Seniors who choose to opt out of Medicare and continue to purchase their own private health insurance plans, however, are punished by the federal government for doing so by being forced to forfeit their Social Security benefits, even though they may have paid into the Social Security system for many years.
Medicare and Social Security have been linked together since 1993 when unelected bureaucrats in the Clinton administration wrote a rule that states seniors cannot opt out of Medicare without giving up their Social Security benefits.
In 2008, a group of seniors, who formed an organization called The Fund for Personal Liberty, filed a lawsuit Hall v. Sebelius in which they argued that the applications for Medicare and Social Security are voluntary and independent of each other. These Americans had all contributed to Medicare and Social Security throughout their employment histories, but wished to continue to purchase private health insurance once they reached age 65. They asserted that they should be able to opt out of Medicare government-run healthcare without forfeiting their Social Security benefits, and that forced participation in Medicare violates the right to privacy.
The Fund wrote:
The Medicare Lawsuit challenges the idea that unelected bureaucrats can create policies that act as law. Nowhere in the Medicare and Social Security statutes will you find a provision that a person who wishes to avoid Medicare shall be denied Social Security benefits. That is a penalty of approximately $250,000.

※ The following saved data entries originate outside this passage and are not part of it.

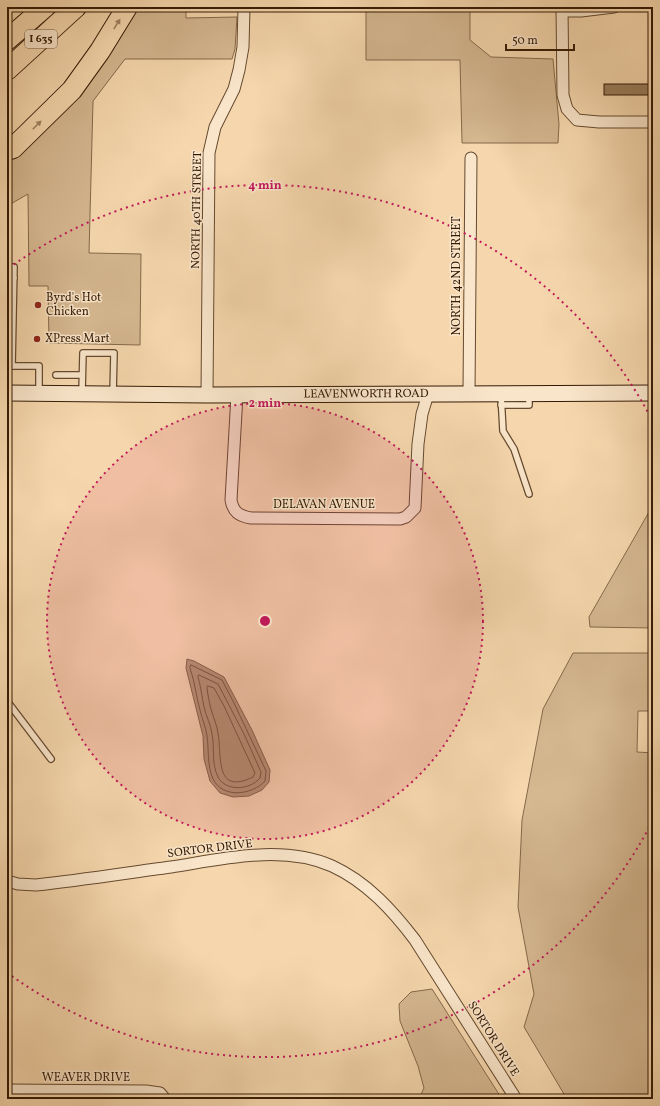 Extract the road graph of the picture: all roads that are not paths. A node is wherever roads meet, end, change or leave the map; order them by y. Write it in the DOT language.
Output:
graph roads {
  1 [pos="45,7"];
  2 [pos="76,7"];
  3 [pos="127,7"];
  4 [pos="244,7"];
  5 [pos="614,7"];
  6 [pos="562,9"];
  7 [pos="7,40"];
  8 [pos="7,70"];
  9 [pos="653,122"];
  10 [pos="9,150"];
  11 [pos="471,158"];
  12 [pos="7,267"];
  13 [pos="7,278"];
  14 [pos="14,278"];
  15 [pos="10,293"];
  16 [pos="10,303"];
  17 [pos="10,316"];
  18 [pos="10,328"];
  19 [pos="10,338"];
  20 [pos="10,351"];
  21 [pos="9,366"];
  22 [pos="56,375"];
  23 [pos="82,375"];
  24 [pos="7,393"];
  25 [pos="39,393"];
  26 [pos="469,393"];
  27 [pos="653,393"];
  28 [pos="82,394"];
  29 [pos="113,394"];
  30 [pos="428,394"];
  31 [pos="207,395"];
  32 [pos="237,395"];
  33 [pos="501,399"];
  34 [pos="528,494"];
  35 [pos="7,701"];
  36 [pos="51,759"];
  37 [pos="7,881"];
  38 [pos="7,1090"];
  39 [pos="29,1095"];
  40 [pos="164,1097"];
  41 [pos="516,1099"];
  1 -- 7 [label="highway, I 635"];
  2 -- 8 [label="highway, I 635"];
  10 -- 3 [label="highway, one-way"];
  4 -- 31 [label="street, NORTH 40TH STREET"];
  5 -- 6 [label="street"];
  6 -- 9 [label="street"];
  11 -- 26 [label="street, NORTH 42ND STREET"];
  12 -- 14 [label="lane"];
  13 -- 14 [label="lane"];
  14 -- 15 [label="lane"];
  15 -- 16 [label="lane"];
  16 -- 17 [label="lane"];
  17 -- 18 [label="lane"];
  18 -- 19 [label="lane"];
  19 -- 20 [label="lane"];
  20 -- 21 [label="lane"];
  21 -- 25 [label="lane"];
  22 -- 23 [label="lane"];
  23 -- 28 [label="lane"];
  23 -- 29 [label="lane"];
  24 -- 25 [label="main road, LEAVENWORTH ROAD"];
  25 -- 28 [label="main road, LEAVENWORTH ROAD"];
  26 -- 30 [label="main road, LEAVENWORTH ROAD"];
  26 -- 33 [label="main road, LEAVENWORTH ROAD"];
  27 -- 33 [label="main road, LEAVENWORTH ROAD"];
  28 -- 29 [label="main road, LEAVENWORTH ROAD"];
  29 -- 31 [label="main road, LEAVENWORTH ROAD"];
  30 -- 32 [label="main road, LEAVENWORTH ROAD"];
  30 -- 32 [label="street, DELAVAN AVENUE"];
  31 -- 32 [label="main road, LEAVENWORTH ROAD"];
  33 -- 34 [label="lane"];
  35 -- 36 [label="lane"];
  37 -- 41 [label="street, SORTOR DRIVE"];
  38 -- 39 [label="street, WEAVER DRIVE"];
  39 -- 40 [label="street, WEAVER DRIVE"];
}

The case proceeded for several years and hit its most alarming obstacle in March of 2011, when U.S. District Judge Rosemary Collyer former general counsel of the National Labor Relations Board who initially had sided with the plaintiffs, suddenly reversed herself, ruling in favor of the Obama administration instead.

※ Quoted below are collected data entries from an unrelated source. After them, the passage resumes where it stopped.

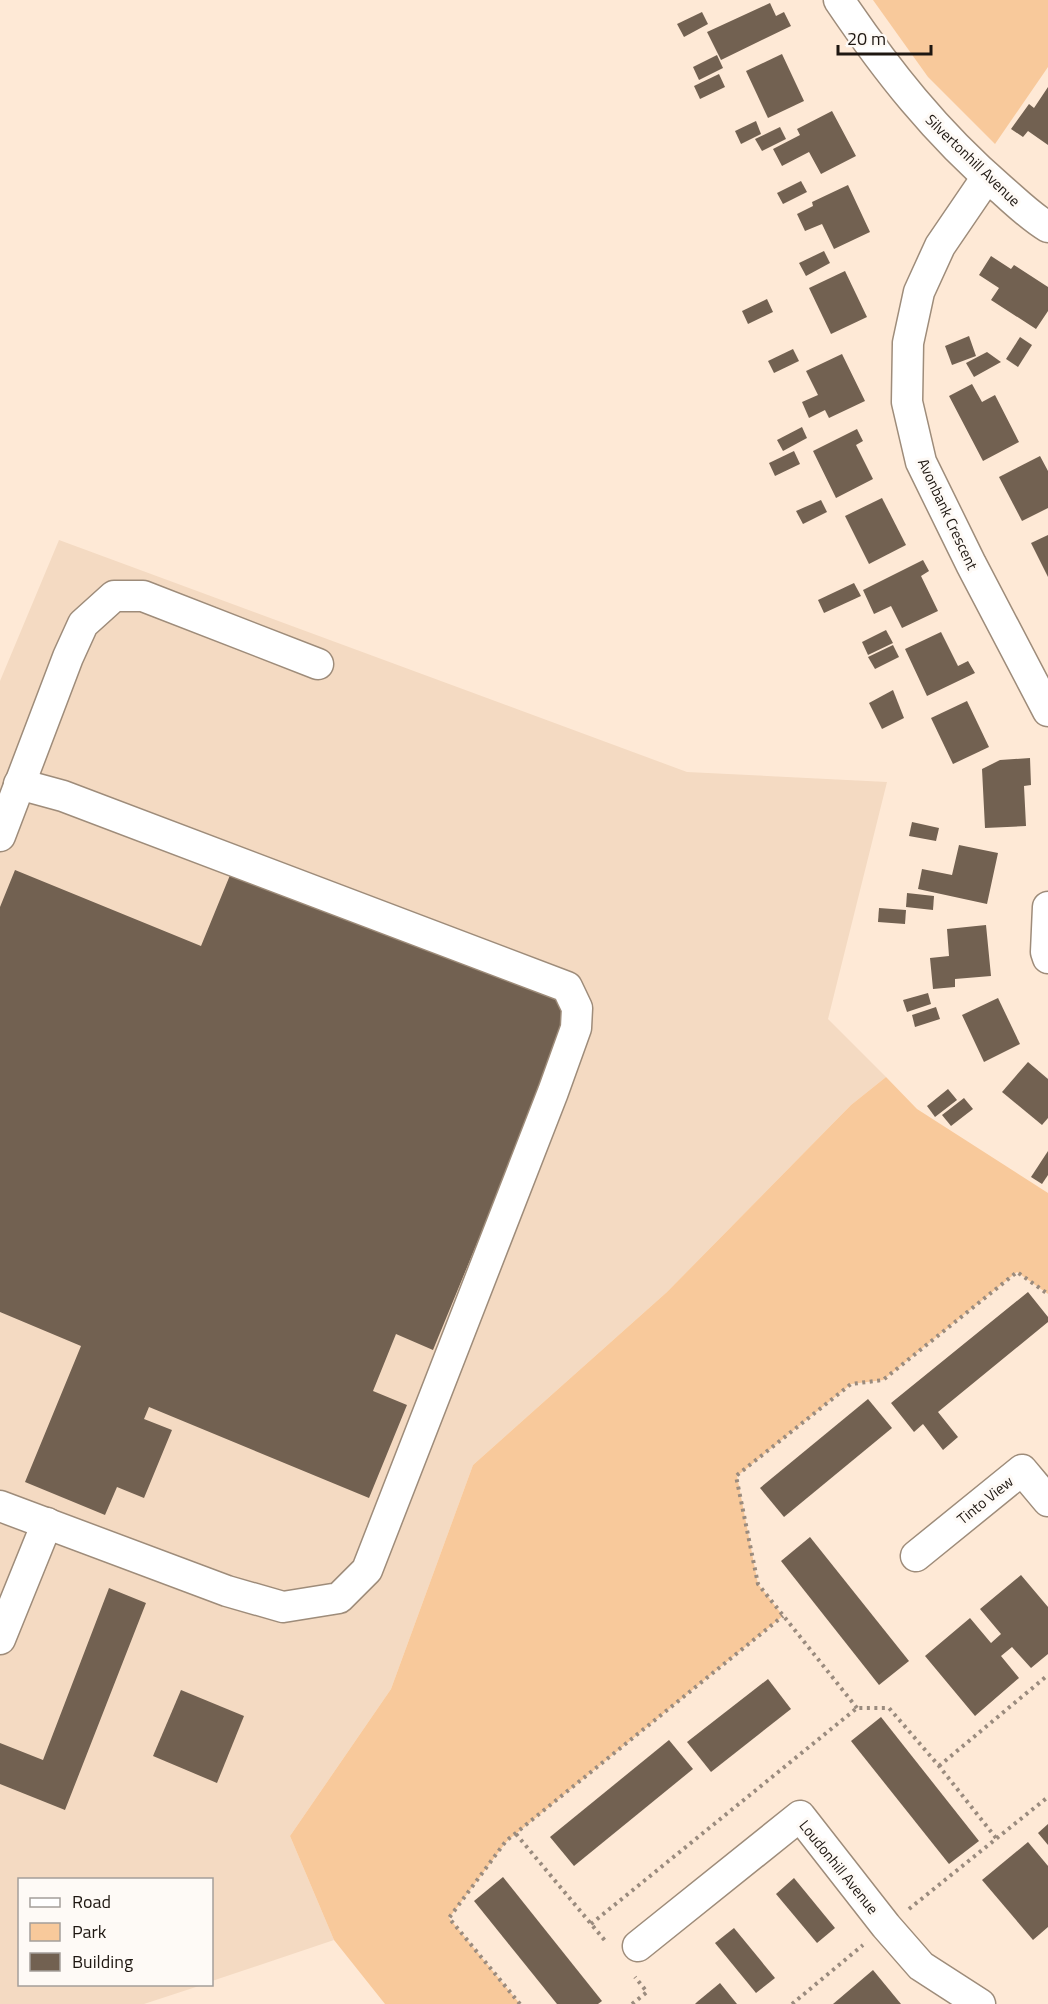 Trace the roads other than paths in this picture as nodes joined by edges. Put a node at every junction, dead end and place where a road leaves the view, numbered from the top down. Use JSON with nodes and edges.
{"nodes":[{"id":1,"x":839,"y":0,"type":"edge"},
{"id":2,"x":987,"y":177,"type":"junction"},
{"id":3,"x":1048,"y":227,"type":"edge"},
{"id":4,"x":318,"y":664,"type":"dead end"},
{"id":5,"x":1048,"y":711,"type":"edge"},
{"id":6,"x":19,"y":784,"type":"junction"},
{"id":7,"x":0,"y":836,"type":"edge"},
{"id":8,"x":1048,"y":907,"type":"edge"},
{"id":9,"x":1048,"y":957,"type":"edge"},
{"id":10,"x":1048,"y":1501,"type":"edge"},
{"id":11,"x":0,"y":1506,"type":"edge"},
{"id":12,"x":47,"y":1523,"type":"junction"},
{"id":13,"x":916,"y":1556,"type":"dead end"},
{"id":14,"x":0,"y":1639,"type":"edge"},
{"id":15,"x":626,"y":1948,"type":"road end"},
{"id":16,"x":980,"y":2004,"type":"edge"}],
"edges":[{"from":1,"to":2,"type":"street","name":"Silvertonhill Avenue"},
{"from":2,"to":3,"type":"street","name":"Silvertonhill Avenue"},
{"from":2,"to":5,"type":"street","name":"Avonbank Crescent"},
{"from":4,"to":6,"type":"street"},
{"from":6,"to":7,"type":"street"},
{"from":6,"to":12,"type":"street"},
{"from":8,"to":9,"type":"street"},
{"from":10,"to":13,"type":"street","name":"Tinto View"},
{"from":11,"to":12,"type":"street"},
{"from":12,"to":14,"type":"street"},
{"from":15,"to":16,"type":"street","name":"Loudonhill Avenue"}]}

In an earlier ruling in the case, Collyer acknowledged that, neither the statute nor the regulation specifies that Plaintiffs must withdraw from Social Security and repay retirement benefits in order to withdraw from Medicare.
In her stunning reversal decision, however, the judge ruled that requiring a mechanism for plaintiffs and others in their situation to dis-enroll would be contrary to congressional intent, which was to provide mandatory benefits under Medicare Part A and for those receiving Social Security Retirement benefits.
Collyer also asserted in her decision that the Obama administration extols the benefits of Medicare Part A and suggests that Plaintiffs would agree they are not truly injured if they were to learn more about Medicare, perhaps through discovery.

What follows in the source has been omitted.